Across all the entries below, how many lines contain the string "this"? The number by itself is the answer.
- Opening Delimiter -
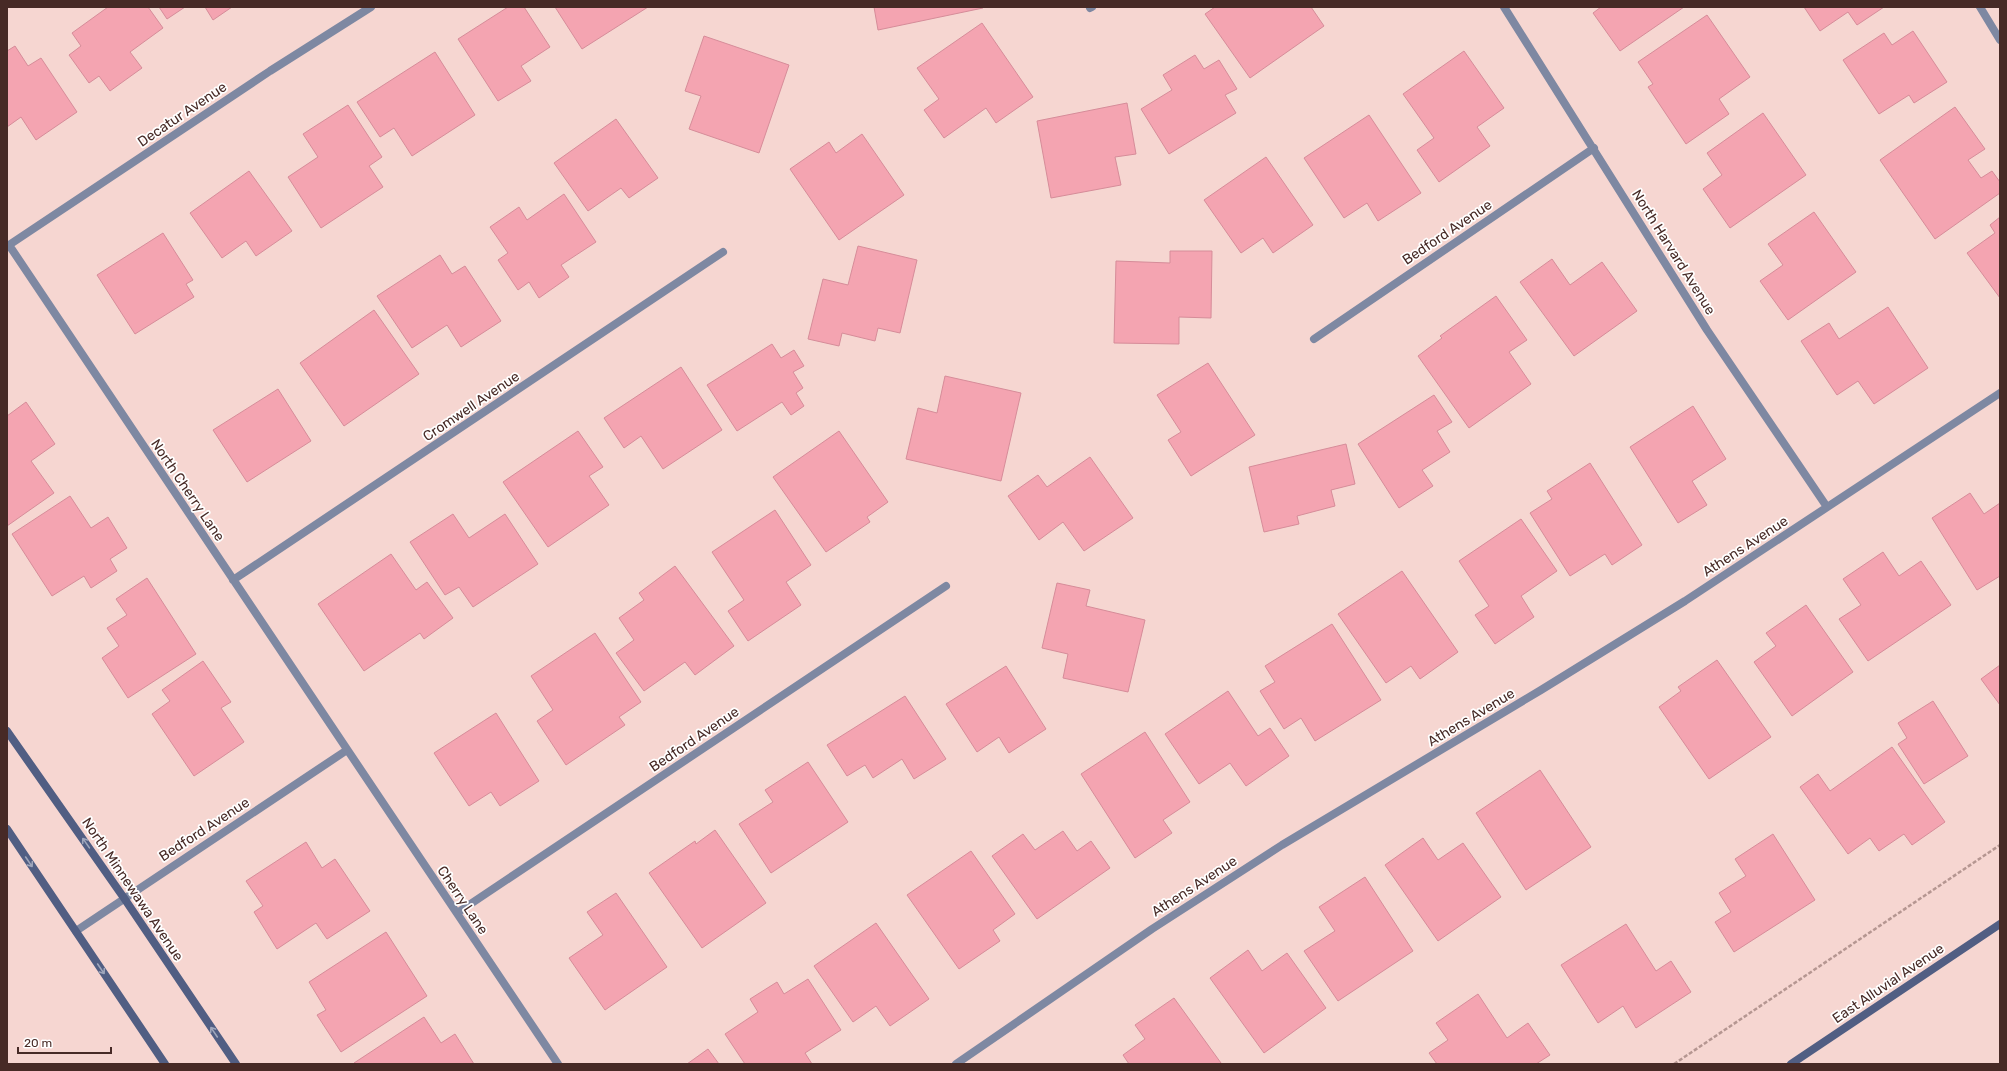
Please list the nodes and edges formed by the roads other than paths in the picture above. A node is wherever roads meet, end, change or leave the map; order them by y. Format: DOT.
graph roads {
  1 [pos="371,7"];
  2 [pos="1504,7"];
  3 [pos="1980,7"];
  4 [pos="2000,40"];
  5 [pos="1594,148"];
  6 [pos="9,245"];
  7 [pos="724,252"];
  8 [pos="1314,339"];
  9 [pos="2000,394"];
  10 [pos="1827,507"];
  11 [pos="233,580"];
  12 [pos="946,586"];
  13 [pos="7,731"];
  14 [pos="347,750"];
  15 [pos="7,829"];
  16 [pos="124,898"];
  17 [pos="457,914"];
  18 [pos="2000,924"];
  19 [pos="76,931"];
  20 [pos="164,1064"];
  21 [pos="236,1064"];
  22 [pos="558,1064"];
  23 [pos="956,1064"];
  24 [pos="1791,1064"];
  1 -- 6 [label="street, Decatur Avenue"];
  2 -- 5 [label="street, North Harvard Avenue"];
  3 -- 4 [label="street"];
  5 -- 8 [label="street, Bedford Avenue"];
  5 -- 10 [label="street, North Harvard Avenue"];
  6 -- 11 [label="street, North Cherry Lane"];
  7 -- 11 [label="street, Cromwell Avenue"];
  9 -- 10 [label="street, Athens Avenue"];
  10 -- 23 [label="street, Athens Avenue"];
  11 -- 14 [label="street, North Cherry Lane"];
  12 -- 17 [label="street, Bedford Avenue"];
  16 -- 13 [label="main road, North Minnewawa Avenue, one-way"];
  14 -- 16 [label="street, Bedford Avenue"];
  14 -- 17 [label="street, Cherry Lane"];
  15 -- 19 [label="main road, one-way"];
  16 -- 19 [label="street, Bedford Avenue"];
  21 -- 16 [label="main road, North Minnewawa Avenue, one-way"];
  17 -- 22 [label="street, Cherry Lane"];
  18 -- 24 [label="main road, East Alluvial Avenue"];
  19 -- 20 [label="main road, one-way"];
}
- Closing Delimiter -
- Opening Delimiter -
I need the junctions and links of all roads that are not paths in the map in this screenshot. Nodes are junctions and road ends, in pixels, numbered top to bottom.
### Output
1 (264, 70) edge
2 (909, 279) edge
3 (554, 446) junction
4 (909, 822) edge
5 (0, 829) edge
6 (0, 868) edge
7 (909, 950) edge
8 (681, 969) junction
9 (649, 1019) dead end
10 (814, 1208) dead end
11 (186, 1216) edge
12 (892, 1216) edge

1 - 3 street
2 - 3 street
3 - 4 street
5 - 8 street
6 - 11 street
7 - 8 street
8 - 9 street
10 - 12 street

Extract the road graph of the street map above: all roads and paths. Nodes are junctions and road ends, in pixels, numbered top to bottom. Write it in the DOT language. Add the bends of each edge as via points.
- Closing Delimiter -
- Opening Delimiter -
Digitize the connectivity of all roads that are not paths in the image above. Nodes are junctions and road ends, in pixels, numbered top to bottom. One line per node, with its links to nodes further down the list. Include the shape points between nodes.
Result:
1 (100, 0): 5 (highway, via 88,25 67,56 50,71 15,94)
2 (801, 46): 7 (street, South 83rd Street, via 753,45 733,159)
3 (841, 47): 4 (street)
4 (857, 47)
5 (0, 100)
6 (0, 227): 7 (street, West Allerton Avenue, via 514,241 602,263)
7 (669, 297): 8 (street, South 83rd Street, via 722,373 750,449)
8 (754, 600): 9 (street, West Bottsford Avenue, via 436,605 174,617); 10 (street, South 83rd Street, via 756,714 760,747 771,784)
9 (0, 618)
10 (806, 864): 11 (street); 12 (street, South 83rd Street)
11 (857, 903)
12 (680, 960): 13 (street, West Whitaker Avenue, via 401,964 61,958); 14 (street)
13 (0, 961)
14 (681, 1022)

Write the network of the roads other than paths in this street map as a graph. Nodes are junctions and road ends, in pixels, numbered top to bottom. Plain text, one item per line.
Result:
- Closing Delimiter -
Written solution: 2